Risk of Performing Angioplasty on AVF During Bacteremia Not Associated with AVF
Angioplasty on an AVF should be deferred during active bacteremia, even when the bacteremia is not AVF-related, due to the substantial risk of seeding the access site and converting a functioning fistula into an infected one that may require ligation.
Primary Risk: Access Infection and Seeding
Any invasive procedure on vascular access during bacteremia carries risk of bacterial seeding to the intervention site, which can convert a sterile, functioning AVF into an infected access 1, 2.
Infected AVFs, even when initially salvageable, have an 18% re-infection rate within one year and may ultimately require ligation in cases of rupture or uncontrolled sepsis 1.
Bacteremia in dialysis patients can lead to metastatic complications including endocarditis, as documented in cases where even routine AVF puncture during bacteremia resulted in tricuspid valve endocarditis with septic pulmonary emboli 2.
Consequences of AVF Infection
When AVFs become infected, surgical exploration and removal of infected segments is often necessary, as the native vessel acts as a nidus for persistent infection 3.
Infected AVF complications include life-threatening rupture, hemorrhage, exsanguination, and sepsis 3, 1.
In one surgical series, 14 of 64 infected AVFs (22%) required complete ligation rather than salvage, with 9 cases presenting with active bleeding from infected ruptured fistulas 1.

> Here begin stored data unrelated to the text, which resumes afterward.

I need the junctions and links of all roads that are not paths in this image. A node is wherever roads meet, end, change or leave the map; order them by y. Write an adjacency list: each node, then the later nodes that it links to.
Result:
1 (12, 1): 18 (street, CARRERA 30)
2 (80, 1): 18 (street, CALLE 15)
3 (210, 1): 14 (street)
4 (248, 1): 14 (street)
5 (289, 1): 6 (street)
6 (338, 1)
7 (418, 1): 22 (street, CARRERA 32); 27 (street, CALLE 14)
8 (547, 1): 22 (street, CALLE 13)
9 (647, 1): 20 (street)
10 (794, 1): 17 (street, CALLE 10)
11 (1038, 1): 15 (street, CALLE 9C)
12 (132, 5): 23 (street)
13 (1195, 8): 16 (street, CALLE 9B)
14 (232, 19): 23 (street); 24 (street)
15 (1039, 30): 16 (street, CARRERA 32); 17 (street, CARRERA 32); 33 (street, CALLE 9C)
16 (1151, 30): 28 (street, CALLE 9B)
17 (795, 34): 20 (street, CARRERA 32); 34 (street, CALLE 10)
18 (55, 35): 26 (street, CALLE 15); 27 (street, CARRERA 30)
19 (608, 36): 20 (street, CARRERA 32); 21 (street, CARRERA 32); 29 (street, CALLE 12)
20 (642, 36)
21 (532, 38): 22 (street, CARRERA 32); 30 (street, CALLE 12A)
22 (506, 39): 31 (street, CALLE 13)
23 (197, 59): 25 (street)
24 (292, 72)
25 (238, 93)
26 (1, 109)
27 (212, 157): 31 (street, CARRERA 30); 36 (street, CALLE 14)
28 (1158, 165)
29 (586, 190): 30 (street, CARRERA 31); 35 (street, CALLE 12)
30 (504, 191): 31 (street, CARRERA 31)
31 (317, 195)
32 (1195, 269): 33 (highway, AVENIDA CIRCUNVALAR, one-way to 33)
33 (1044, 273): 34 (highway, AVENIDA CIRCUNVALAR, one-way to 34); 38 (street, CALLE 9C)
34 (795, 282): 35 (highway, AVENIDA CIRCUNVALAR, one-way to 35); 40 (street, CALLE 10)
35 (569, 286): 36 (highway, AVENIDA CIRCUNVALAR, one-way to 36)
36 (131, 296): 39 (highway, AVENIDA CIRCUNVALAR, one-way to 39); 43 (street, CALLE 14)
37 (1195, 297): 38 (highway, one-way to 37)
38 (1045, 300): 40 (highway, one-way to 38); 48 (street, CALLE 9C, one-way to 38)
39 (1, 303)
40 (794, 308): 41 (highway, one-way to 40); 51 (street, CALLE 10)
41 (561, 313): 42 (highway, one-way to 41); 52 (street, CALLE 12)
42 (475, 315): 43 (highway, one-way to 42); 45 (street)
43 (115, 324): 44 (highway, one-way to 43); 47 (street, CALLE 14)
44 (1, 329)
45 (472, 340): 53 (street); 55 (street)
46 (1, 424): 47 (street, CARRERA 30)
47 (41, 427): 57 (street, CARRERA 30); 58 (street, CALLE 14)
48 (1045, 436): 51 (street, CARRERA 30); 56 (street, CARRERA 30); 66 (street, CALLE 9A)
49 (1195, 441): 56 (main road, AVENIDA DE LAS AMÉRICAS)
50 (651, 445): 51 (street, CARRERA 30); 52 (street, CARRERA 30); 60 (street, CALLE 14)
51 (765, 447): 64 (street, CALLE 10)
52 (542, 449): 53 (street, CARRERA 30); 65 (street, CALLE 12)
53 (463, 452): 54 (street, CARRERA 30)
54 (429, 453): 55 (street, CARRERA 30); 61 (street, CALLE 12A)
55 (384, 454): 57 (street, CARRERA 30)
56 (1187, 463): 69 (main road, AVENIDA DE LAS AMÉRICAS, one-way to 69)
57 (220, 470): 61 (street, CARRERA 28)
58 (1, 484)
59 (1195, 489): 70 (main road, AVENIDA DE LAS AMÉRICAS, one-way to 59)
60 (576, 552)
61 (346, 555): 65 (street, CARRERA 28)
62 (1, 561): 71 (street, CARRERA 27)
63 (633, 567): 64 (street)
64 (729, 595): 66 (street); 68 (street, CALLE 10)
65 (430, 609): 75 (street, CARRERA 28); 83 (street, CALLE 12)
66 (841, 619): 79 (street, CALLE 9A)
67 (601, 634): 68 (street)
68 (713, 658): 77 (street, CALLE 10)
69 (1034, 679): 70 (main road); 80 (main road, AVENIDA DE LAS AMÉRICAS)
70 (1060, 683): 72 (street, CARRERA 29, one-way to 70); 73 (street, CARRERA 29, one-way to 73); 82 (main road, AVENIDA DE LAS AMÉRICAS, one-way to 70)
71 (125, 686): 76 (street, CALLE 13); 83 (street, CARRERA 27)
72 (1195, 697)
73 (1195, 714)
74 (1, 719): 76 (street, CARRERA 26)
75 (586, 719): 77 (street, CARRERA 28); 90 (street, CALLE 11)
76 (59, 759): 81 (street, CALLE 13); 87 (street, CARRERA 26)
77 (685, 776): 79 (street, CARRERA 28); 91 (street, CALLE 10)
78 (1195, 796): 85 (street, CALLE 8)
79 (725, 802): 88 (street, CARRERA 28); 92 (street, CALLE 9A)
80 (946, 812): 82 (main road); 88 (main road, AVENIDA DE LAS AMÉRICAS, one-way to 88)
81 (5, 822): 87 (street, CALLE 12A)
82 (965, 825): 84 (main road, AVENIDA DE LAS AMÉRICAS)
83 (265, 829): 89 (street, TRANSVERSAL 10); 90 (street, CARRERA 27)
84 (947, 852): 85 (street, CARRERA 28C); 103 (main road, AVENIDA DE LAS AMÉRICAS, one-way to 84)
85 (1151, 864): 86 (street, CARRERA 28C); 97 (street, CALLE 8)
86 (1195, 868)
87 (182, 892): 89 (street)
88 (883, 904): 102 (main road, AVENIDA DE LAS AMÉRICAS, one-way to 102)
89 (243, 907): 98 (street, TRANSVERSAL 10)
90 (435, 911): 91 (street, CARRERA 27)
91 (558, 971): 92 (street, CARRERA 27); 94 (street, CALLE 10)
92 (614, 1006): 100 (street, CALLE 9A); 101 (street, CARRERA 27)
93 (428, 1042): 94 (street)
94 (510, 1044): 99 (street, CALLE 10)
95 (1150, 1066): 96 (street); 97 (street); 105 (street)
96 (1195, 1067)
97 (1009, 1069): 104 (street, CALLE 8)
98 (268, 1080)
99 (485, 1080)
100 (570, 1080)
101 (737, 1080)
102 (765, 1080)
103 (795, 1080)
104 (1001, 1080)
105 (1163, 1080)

Impact on Access Survival and Patient Outcomes
Loss of a functioning AVF forces reliance on tunneled catheters, which have dramatically higher infection rates (1.6 per 1,000 catheter-days) and access loss rates (48-107 per 100 patient-years) compared to AVFs (2-14 per 100 patient-years) 4.
AVF use is associated with 69% lower cardiovascular mortality compared to catheter use (HR 0.69,95% CI 0.68-0.70), making preservation of existing AVF function critically important 3, 5.
The relative risk of bacteremia with AVFs is 7 times lower than with catheters, emphasizing the importance of not converting a low-risk access to a high-risk catheter situation 4.
Clinical Algorithm for Decision-Making
Assess bacteremia severity and source:
- Identify the organism and source of bacteremia 2
- Determine if appropriate antibiotics have been initiated and duration of therapy 1
Evaluate AVF urgency:
- If AVF is thrombosed or completely non-functional requiring immediate intervention for dialysis adequacy, the risk-benefit calculation changes 3, 6
- If AVF is stenotic but still providing adequate dialysis, defer angioplasty until bacteremia clears 6, 7
Timing of intervention:
- Wait for documented clearance of bacteremia with negative blood cultures and completion of appropriate antibiotic course before performing elective angioplasty 1, 2
- For urgent/emergent situations where dialysis cannot be performed, temporary catheter placement is safer than risking AVF infection 4, 8
Supporting Evidence for Deferral
Prophylactic PTA of functioning AVF stenosis improves survival by fourfold and decreases access-related morbidity by halving hospitalization risk, but these benefits are negated if the procedure results in access infection 6.
PTA has 100% technical success and 97% clinical success rates in appropriate candidates, but performing during bacteremia introduces unnecessary infection risk that compromises these excellent outcomes 7.
AVF maturation failure already occurs in 20-60% of cases, making preservation of existing functional AVFs paramount, even if this means temporary delay of optimization procedures 4.
Critical Pitfall to Avoid
Do not proceed with angioplasty simply because the bacteremia source is "not related" to the AVF - any bacteremia creates risk of hematogenous seeding during instrumentation, and the consequences of converting a functioning AVF to an infected one are catastrophic for long-term dialysis access 1, 2.